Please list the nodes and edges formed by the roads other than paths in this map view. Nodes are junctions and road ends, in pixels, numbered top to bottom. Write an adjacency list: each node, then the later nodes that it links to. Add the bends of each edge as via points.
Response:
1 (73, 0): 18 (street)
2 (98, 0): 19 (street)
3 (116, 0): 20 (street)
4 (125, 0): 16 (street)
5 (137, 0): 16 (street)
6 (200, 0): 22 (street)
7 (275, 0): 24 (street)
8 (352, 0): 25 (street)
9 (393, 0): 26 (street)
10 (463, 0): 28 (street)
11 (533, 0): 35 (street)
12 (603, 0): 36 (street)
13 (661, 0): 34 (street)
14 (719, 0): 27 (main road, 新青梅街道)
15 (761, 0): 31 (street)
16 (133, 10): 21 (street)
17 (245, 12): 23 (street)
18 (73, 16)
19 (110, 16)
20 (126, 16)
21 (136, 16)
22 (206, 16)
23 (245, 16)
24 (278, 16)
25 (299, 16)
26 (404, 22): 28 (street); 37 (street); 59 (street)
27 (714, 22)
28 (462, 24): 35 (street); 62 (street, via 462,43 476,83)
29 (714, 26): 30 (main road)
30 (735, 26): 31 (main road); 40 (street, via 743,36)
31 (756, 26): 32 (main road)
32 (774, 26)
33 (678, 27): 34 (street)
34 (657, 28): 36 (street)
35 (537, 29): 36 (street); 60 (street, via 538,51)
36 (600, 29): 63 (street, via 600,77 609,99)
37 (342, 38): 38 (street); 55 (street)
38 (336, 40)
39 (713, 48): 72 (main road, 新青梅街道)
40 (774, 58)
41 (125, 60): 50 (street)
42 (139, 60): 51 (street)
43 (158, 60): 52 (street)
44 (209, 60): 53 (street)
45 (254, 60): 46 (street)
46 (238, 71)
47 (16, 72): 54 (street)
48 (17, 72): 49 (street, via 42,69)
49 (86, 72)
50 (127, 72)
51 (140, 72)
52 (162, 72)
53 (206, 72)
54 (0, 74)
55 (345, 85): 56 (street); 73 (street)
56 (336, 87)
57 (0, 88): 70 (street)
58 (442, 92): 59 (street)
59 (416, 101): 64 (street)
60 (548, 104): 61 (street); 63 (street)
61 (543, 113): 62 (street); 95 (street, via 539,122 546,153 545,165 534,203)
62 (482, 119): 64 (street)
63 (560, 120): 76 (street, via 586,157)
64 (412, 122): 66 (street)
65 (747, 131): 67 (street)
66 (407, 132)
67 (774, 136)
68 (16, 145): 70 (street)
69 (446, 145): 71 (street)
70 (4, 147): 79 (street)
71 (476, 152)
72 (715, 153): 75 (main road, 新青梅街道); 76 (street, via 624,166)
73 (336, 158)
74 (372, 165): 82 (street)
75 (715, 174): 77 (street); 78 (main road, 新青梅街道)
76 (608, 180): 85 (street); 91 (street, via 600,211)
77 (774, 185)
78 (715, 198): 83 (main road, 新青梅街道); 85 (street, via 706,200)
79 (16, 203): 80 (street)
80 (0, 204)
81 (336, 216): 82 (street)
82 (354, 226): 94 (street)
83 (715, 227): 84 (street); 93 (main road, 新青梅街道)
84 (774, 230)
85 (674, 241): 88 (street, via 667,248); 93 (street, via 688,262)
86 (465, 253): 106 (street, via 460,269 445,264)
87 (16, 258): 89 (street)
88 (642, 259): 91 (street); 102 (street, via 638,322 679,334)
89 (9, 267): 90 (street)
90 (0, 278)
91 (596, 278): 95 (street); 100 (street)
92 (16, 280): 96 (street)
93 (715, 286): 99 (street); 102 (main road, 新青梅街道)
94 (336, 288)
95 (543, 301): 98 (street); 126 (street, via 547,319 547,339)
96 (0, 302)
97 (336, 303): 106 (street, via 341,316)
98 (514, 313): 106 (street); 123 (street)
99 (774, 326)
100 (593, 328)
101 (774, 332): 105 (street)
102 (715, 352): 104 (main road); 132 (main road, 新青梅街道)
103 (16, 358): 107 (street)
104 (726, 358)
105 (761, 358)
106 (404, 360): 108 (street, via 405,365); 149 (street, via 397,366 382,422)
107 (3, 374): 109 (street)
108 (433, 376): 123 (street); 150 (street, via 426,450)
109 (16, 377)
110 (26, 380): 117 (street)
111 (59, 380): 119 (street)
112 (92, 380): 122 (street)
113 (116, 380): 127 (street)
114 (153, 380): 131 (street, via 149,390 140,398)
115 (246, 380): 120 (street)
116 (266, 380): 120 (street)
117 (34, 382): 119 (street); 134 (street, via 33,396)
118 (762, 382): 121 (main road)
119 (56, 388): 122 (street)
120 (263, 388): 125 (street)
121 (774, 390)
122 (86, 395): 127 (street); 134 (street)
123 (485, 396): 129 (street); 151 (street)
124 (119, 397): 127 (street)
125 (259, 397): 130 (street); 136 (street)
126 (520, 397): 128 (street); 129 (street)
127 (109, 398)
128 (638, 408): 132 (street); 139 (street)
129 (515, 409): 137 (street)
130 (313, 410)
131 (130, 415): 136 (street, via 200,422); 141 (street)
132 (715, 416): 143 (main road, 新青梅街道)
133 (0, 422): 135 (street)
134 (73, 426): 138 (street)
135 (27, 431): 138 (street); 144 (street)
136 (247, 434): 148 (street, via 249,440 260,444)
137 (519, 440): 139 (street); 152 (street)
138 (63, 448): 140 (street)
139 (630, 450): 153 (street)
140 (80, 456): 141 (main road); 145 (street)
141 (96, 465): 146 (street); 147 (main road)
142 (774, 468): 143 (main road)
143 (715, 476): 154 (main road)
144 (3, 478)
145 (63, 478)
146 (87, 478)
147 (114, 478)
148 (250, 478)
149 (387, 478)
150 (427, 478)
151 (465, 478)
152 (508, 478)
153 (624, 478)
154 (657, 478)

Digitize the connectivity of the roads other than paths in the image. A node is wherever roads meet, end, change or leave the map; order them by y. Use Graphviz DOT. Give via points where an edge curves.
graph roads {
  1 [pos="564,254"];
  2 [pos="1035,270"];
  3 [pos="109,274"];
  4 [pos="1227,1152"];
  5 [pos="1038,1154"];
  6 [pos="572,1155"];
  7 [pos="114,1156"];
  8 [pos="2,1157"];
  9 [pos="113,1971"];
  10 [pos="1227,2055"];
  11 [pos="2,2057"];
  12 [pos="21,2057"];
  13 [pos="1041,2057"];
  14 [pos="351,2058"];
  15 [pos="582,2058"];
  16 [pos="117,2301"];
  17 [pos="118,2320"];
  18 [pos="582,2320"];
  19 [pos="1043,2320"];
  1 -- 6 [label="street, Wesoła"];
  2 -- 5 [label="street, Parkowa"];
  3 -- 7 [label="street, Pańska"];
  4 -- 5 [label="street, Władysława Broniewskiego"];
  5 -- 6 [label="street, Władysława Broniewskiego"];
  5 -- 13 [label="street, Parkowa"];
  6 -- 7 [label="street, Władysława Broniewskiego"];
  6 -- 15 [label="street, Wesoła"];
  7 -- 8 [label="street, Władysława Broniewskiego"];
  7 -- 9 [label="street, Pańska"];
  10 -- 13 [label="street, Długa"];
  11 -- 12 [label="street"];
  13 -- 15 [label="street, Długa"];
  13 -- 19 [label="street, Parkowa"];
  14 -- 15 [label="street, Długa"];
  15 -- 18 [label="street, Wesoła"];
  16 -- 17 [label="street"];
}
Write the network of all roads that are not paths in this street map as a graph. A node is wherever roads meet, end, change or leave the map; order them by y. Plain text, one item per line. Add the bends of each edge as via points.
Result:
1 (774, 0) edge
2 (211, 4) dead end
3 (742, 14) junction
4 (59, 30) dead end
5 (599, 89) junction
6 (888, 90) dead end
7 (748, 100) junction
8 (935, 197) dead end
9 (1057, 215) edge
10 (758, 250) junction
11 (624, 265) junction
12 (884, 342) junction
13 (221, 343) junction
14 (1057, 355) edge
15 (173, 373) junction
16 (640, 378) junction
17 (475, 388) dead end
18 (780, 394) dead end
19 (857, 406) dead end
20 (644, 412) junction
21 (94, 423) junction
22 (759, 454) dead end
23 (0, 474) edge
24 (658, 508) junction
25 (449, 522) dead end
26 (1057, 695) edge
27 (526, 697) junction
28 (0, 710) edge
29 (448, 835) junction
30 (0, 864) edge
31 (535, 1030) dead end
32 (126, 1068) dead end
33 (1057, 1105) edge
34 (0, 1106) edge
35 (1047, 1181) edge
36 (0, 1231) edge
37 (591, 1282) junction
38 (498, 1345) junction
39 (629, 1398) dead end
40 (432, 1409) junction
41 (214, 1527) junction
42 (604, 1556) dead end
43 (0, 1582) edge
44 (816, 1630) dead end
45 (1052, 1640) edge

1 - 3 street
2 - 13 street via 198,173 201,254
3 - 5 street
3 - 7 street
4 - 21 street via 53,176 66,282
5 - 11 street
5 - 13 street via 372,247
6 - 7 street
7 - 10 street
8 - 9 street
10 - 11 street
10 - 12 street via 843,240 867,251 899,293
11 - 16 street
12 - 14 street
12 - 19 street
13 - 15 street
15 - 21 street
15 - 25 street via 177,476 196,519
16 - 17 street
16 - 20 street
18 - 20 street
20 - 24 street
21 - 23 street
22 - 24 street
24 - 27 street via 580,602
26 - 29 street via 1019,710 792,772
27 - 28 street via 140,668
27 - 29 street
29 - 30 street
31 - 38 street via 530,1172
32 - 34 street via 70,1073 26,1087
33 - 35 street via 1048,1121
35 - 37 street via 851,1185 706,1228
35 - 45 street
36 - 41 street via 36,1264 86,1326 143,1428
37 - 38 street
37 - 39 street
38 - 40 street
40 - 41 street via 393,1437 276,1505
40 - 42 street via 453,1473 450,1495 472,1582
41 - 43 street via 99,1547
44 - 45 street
^^^^
• **TASK BRIEF**
Pick out the lines above containing the word "meet", then copy them.

• **COMPLETED EXERCISE**
Digitize the connectivity of the roads other than paths in the image. A node is wherever roads meet, end, change or leave the map; order them by y. Use Graphviz DOT. Give via points where an edge curves.
Write the network of all roads that are not paths in this street map as a graph. A node is wherever roads meet, end, change or leave the map; order them by y. Plain text, one item per line. Add the bends of each edge as via points.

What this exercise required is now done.